And this means, Lord, that she’ll be able to go to the Autumn Frolic like
she promised the bishop’s son. And all her friends will never know about
the lip paint. Because we know You have forgiveness fer her, Lord.
Thank you, Lord.
(There is a loud POP. Then another and another.
Katherine looks horrified.)
KATHERINE
No! Oh, no!
AARON
What is this?
LEVI
Gunshots?
74
KATHERINE
No! My tomatoes!
(She exits into the pantry. There are three or four more
loud pops.)
KATHERINE
Oh, no. Just look! What a mess. Don’t you dare tell Sarah Miller about
this!
(Katherine re-enters the kitchen. Her white apron is
stained with large floral-looking red patches.)
KATHERINE
Oh, my tomatoes! They’re spoiled. They’re blowing up all over the
pantry. What am I going to do?
AARON
Come here Wife.
Just look at this fancy pokey-doted apron you’re wearin’. I think should
the bishop see you in such a fancy garb, he’ll think you been down to
Shipshewana doin’ the hoochey cooch fer all the tourists who come to
gape at us Amish.
LEVI
Oh, Papa!
(Levi and Aaron begin laughing, and so does Katherine.
Mary squirms on the porch, barely able to contain her
glee. It is now dark out.)
AARON
Don’t worry nothin’ about the mess, Mutter. Tomorrow, the pantry we’ll
clean up together.
KATHERINE
But all those spoiled tomatoes!
AARON
I hear fall tomatoes makes fer the best cannin’ anyway. Tomatoes don’t
matter, not when we got our health and our whole family here together
under one roof.
Besides, maybe spoiled tomatoes is one way God keeps you humble.
75
KATHERINE
God has so very many ways to keep me humble.
(Aaron stands.)
AARON
It was a real good meal. And glad we are to have you home, Son, to
share it with us. The Bible tells us, “Better is a dinner of herbs where
love is, than a fatted calf with hatred.”
KATHERINE
Welcome home, Levi. Son.
AARON
Time to bed fer all of us to go and get tomorrow morning a fresh start.
(Katherine carries the dishes to the sink where she
rinses them under the hand pump.

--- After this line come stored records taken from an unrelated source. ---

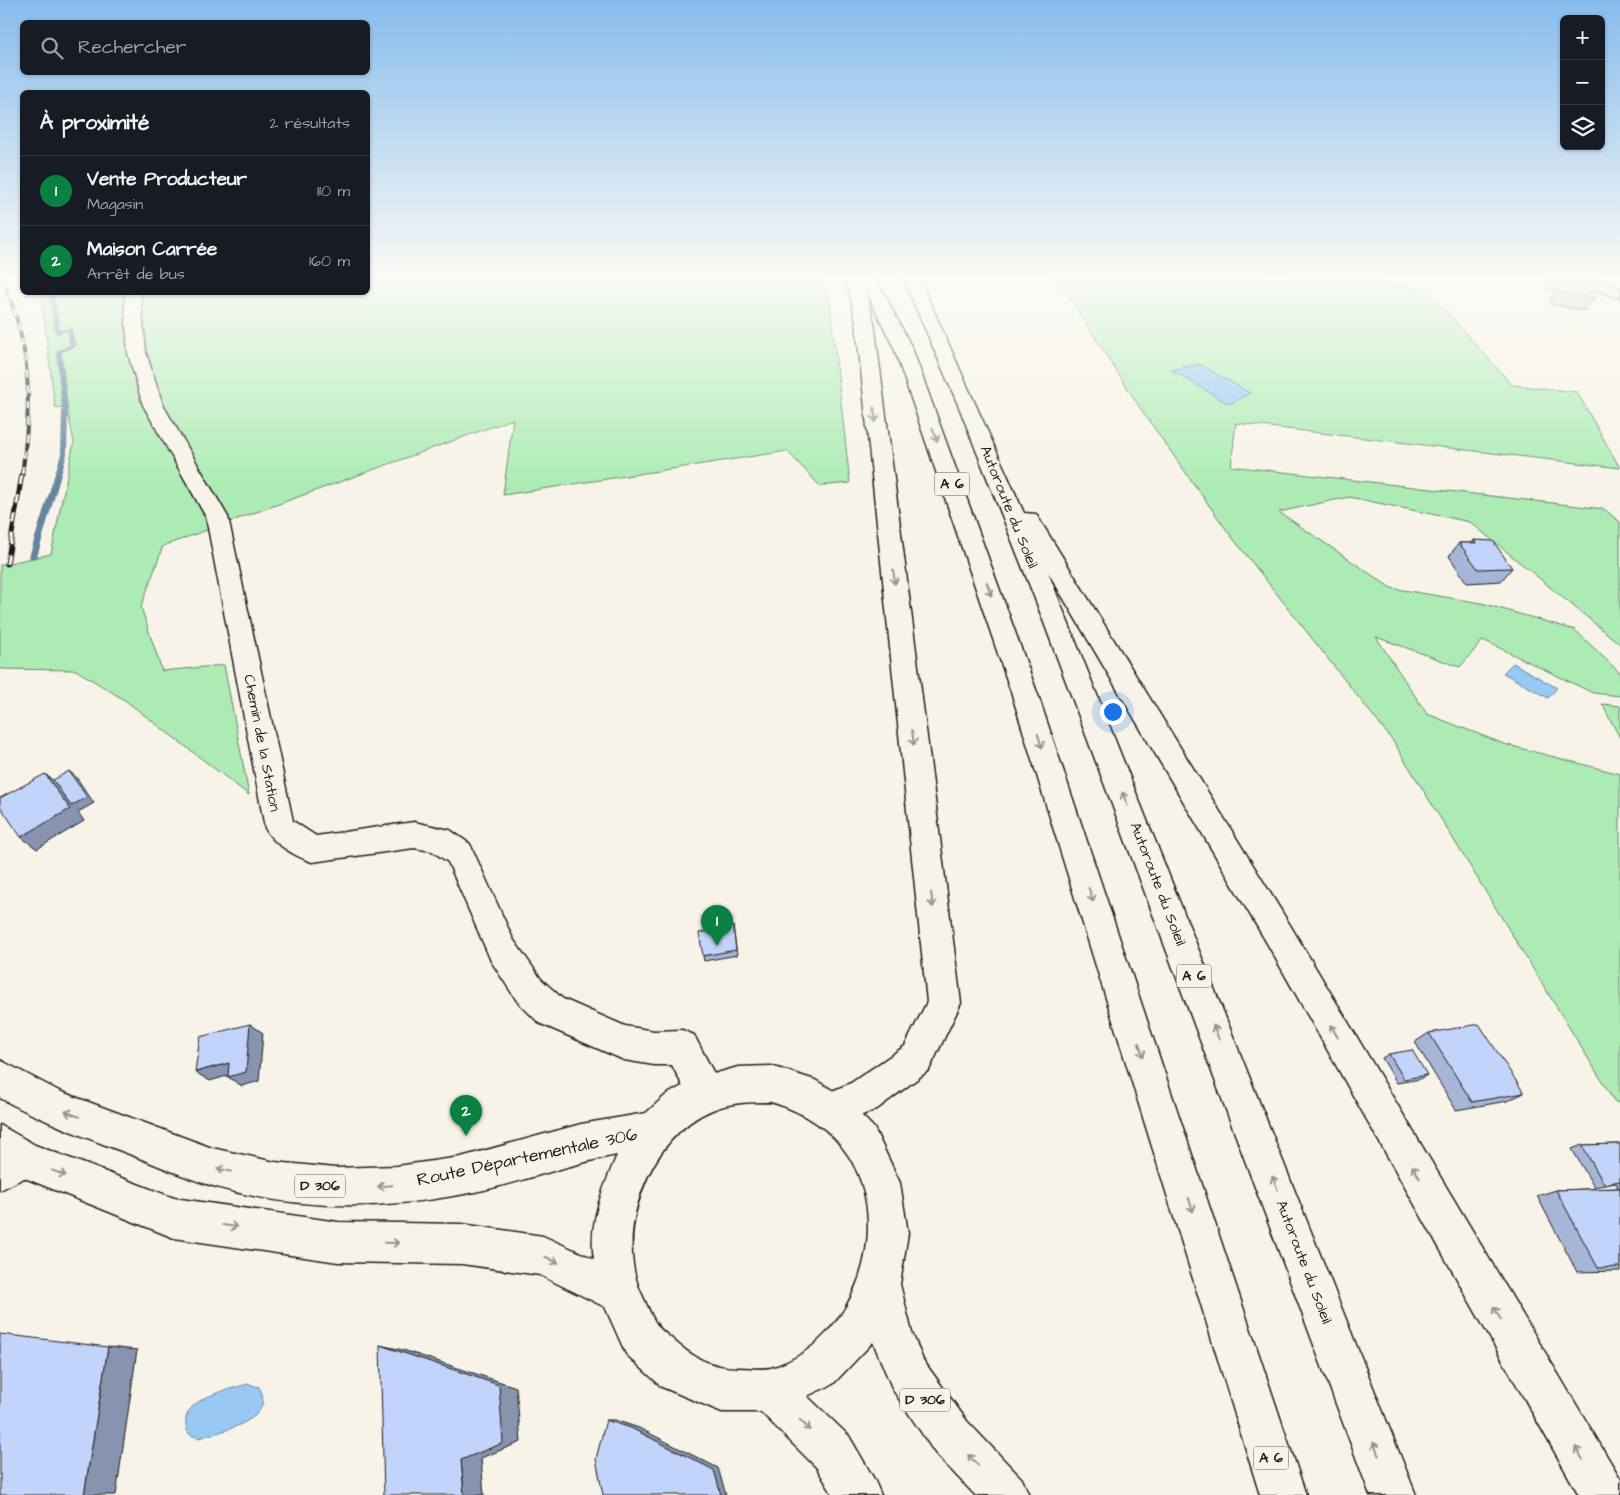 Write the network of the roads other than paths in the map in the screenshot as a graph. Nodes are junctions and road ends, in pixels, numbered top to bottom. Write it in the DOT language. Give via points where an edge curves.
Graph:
graph roads {
  1 [pos="137,348"];
  2 [pos="868,348"];
  3 [pos="902,348"];
  4 [pos="943,348"];
  5 [pos="990,458"];
  6 [pos="0,1078"];
  7 [pos="706,1093"];
  8 [pos="831,1110"];
  9 [pos="655,1130"];
  10 [pos="8,1158"];
  11 [pos="880,1284"];
  12 [pos="619,1293"];
  13 [pos="770,1390"];
  14 [pos="858,1495"];
  15 [pos="1006,1495"];
  16 [pos="1282,1495"];
  17 [pos="1393,1495"];
  18 [pos="1604,1495"];
  1 -- 7 [label="main road, Chemin de la Station" via="153,405 217,517 280,828 312,849 414,835 439,839 459,853 502,950 529,990 552,1011 624,1043 654,1048 682,1047"];
  2 -- 8 [label="main road, one-way" via="944,1003 917,1058 864,1096"];
  3 -- 16 [label="main road, A 6, one-way" via="1026,695"];
  4 -- 5 [label="main road, Autoroute du Soleil / A 6"];
  17 -- 5 [label="main road, Autoroute du Soleil / A 6, one-way" via="1259,1142"];
  18 -- 5 [label="main road, one-way" via="1278,935"];
  9 -- 6 [label="main road, Route Départementale 306 / D 306, one-way" via="581,1143 461,1176 396,1185 335,1188 275,1181 212,1168 49,1105"];
  7 -- 8 [label="main road" via="738,1085 771,1084 802,1093"];
  7 -- 9 [label="main road" via="679,1108"];
  8 -- 11 [label="main road" via="861,1141 881,1183 888,1233"];
  9 -- 12 [label="main road" via="632,1164 617,1205 612,1249"];
  10 -- 12 [label="main road, one-way" via="174,1218 338,1242 462,1244 543,1256"];
  11 -- 13 [label="main road" via="856,1332 818,1369"];
  15 -- 11 [label="main road, D 306, one-way" via="951,1437 908,1375 891,1334"];
  12 -- 13 [label="main road" via="642,1339 677,1372 722,1390"];
  13 -- 14 [label="main road, one-way" via="832,1452"];
}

Levi puts the food in
the icebox. They turn down the oil lamp and exit to the
house, and up to their rooms. Mary enters the kitchen,
where she quickly wipes the dishes and puts them
away, then goes to bed.)
(A cow lows in the barn. The sound of crickets fills the
air. The peace is suddenly broken when the cyclorama
begins glowing faintly red. Gary enters, drunk,
swigging from a bottle.)
GARY
You frickin’ Ah-mo faggot! Talkin’ about me behind my back!
My friend you was supposed to be!
(The cyclorama suddenly bursts into red, orange, and
yellow light. The barn is burning. Gary runs offstage.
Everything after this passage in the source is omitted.